What We Can Do to Support Our Children’s Mental Health

You might think of childhood as a carefree time. What worries could a 3-year-old have that may impact their mental health?

Quite a few, unfortunately. Children are not immune from psychological woes. If anything, they are more vulnerable because they lack adult insight and impulse control, and the trauma they experience from external events or poor decision-making leaves lasting scars. Here are five things we can do to support our children’s mental health.

1. Provide Unstructured Play

According to psychologist Jean Piaget, play is the business of childhood — and it is vital to mental health. Your children learn how to exist in the world through experimentation, and unstructured playtime allows them to explore their limits and discover how to interact with others.

Unstructured play also teaches children how to resolve conflicts in creative ways. For example, they might act out a challenging situation, like dealing with a bullying classmate, using dolls.
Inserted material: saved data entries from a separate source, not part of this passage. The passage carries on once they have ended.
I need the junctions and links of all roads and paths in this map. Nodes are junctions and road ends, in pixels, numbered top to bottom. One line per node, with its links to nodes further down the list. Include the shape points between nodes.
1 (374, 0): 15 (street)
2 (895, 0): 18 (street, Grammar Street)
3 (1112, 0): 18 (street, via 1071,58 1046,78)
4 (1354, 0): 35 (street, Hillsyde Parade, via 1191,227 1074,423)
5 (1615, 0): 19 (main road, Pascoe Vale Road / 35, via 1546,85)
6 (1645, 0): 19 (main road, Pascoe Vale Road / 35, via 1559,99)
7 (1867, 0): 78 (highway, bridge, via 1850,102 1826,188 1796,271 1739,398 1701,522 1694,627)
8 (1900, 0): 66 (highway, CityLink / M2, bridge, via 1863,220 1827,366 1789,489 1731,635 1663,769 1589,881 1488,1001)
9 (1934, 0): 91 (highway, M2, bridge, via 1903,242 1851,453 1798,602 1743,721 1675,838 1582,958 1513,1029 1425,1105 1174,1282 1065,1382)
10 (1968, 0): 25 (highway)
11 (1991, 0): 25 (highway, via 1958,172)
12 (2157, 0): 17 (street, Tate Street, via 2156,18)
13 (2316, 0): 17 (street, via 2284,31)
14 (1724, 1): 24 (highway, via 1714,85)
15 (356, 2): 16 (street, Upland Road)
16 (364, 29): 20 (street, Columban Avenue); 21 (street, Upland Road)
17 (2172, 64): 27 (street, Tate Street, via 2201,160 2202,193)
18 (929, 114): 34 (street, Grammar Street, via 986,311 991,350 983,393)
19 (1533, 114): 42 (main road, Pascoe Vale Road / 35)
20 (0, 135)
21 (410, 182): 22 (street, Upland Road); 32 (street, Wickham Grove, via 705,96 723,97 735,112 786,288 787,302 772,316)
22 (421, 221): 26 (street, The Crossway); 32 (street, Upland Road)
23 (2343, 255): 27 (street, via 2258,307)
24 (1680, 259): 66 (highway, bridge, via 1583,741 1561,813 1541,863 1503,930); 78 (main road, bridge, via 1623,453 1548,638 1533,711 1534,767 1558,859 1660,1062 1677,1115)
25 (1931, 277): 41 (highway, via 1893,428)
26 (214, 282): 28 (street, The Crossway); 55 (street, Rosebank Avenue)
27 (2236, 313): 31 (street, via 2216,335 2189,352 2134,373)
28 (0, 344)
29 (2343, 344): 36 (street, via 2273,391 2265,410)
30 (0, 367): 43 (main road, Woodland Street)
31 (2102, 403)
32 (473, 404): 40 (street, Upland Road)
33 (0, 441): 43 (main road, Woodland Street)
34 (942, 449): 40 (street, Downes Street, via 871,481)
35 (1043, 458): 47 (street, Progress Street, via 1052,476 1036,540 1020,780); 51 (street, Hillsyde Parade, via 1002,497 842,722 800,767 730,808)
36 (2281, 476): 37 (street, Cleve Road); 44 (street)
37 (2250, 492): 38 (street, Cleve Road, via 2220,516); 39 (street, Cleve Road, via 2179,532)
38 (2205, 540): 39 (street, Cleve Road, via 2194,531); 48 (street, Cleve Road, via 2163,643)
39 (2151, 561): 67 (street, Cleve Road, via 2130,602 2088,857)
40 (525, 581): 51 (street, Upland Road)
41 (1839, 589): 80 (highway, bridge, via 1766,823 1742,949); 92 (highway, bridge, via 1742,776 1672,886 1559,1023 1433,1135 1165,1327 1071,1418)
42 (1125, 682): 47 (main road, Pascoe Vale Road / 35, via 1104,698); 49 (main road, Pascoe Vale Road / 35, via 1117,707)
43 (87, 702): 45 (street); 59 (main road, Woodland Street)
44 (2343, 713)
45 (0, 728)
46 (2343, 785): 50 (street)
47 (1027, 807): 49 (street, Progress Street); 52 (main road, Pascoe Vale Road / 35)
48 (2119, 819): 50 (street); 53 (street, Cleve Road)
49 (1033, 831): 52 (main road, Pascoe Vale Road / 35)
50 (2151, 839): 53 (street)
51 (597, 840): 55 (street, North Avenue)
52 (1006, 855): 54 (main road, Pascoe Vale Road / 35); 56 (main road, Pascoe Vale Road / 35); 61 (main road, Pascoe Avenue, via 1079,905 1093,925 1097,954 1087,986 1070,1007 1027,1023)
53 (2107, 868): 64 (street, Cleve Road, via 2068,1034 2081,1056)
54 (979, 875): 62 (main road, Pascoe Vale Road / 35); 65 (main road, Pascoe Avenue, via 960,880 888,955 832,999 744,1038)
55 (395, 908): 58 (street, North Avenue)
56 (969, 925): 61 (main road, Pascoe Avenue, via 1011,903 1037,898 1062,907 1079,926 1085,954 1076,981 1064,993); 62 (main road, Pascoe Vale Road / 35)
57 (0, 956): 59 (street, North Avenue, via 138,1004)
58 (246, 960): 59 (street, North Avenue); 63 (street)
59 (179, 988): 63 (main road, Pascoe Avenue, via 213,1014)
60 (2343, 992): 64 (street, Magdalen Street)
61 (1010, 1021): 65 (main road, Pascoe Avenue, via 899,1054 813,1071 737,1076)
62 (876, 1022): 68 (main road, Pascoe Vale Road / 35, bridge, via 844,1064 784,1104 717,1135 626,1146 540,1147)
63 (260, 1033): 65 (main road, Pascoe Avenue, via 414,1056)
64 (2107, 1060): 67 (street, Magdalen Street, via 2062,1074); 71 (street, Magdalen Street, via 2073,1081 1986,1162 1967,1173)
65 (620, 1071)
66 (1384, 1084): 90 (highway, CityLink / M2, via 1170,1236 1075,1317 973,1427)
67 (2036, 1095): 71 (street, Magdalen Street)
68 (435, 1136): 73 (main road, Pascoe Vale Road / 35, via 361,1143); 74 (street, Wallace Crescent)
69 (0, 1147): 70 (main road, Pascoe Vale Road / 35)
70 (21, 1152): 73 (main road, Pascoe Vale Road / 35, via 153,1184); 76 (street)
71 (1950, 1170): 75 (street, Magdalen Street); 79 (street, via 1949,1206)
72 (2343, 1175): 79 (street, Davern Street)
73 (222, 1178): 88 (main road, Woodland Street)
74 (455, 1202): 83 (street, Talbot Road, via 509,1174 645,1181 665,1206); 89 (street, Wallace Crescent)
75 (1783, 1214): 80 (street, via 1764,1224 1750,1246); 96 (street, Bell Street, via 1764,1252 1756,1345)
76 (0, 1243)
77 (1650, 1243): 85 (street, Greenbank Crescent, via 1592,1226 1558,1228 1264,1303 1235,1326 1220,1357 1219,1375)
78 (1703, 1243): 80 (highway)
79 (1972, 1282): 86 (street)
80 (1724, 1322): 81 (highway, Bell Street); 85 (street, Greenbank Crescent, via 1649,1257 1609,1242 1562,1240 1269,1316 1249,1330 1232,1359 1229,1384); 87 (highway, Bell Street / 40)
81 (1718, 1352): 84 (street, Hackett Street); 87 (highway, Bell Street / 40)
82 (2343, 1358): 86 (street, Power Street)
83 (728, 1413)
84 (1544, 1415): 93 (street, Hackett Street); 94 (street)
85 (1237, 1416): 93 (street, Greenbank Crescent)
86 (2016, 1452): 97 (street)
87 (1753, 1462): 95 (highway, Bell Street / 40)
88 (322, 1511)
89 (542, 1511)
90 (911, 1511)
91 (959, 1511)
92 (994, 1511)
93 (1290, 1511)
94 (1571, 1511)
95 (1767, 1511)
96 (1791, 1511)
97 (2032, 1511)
Through this process, they learn how to reach solutions that make them feel happy and empowered, translating into real-life courage.

Finally, unstructured playtime helps your children develop a sense of agency. Depression often develops when your little one feels like they can’t control their destiny or influence external circumstances. Every time your little one overcomes fear by climbing up the sliding board ladder, they reinforce their belief that they can do it.

2. Teach About Emotions

In the book “Emotional Intelligence,” psychologist Daniel Goleman asserts that this trait matters more to overall life success than IQ. Emotional intelligence refers to a person’s ability to perceive, control, evaluate and express feelings appropriately.

It all starts with your child recognizing their emotions for what they are, and for that, they need a sympathetic parent from an early age. When your child begins to tantrum, ask them questions like, “are you hungry or tired? Or are you frustrated?”

Print out a chart of emotions and play games with your little one, acting out how they might translate into different behaviors. This exercise helps them to put a label on the tsunami of feelings they sometimes experience.

Once your children have the vocabulary, you can then proceed to teach them positive coping mechanisms. One of these is mindfulness.

3. Introduce Mindfulness

Children can meditate. Some schools that have introduced the technique report fewer behavioral problems. A 2018 study by Kansas State University indicated that children who completed guided meditations for two semesters had fewer discipline referrals than the control group.

You can teach mindfulness and yoga in age-appropriate ways. One way to do so is to have your child meditate one minute for each year of their age. Explain that this isn’t a “time-out” style punishment but rather a way to clear their mind. You can illustrate this principle by shaking a snow globe — explain that the practice is like letting the flakes settle so that they can think clearly.

Movement lowers stress hormone levels and helps your child’s body to produce endorphins, feel-good chemicals that improve mood. Make yoga accessible to your little ones by having them breathe like Darth Vader while rounding their spines like scared Halloween kitties.

4. Cultivate Positive Coping Strategies

Exercise is only one example of a positive coping strategy you can teach your child. These activities help with emotional regulation — letting your little ones control their feelings instead of blindly reacting. When your child starts to tantrum, provide a safe space to blow off steam, perhaps running around the yard or pounding a pillow against the bed.

Self-soothing is a skill that will help your child later in life. Start encouraging it early by implementing regular quiet times where your little one can read, color, or do another activity intended to relax them. Since your children imitate what you do more than they listen to what you say, let them see you reach for the coloring book after a stressful day.

Getting outside likewise helps to improve mood. Please take your child to the park or a nearby nature preserve as often as possible. If you can’t wait to get away after over a year of restrictions, why not consider a family camping trip this summer?

5. Seek Professional Help

Sometimes, you may need to seek professional help to support your child’s mental health. Please remember there is no more shame in seeking therapy than in getting a cast put on a broken leg. Your child’s issues may not reflect on your practices — please don’t feel guilty.

Your child’s therapist can help support their mental health while answering your questions about what you can do at home. They may recommend changes to your parenting style based upon your little one’s unique needs. Their psychiatrist may prescribe medications that correct underlying imbalances that impact your child’s mood and behavior.

Please don’t delay seeking care if you sense your child might harm themselves or others. Suicide remains the second leading cause of death for those aged 15 through 24 — pay attention to signs of trouble in your teen.

We Can Support Our Children’s Mental Health These 5 Ways

Psychological disorders know no age boundaries, and kids aren’t immune. Support your child’s mental health in the five above ways.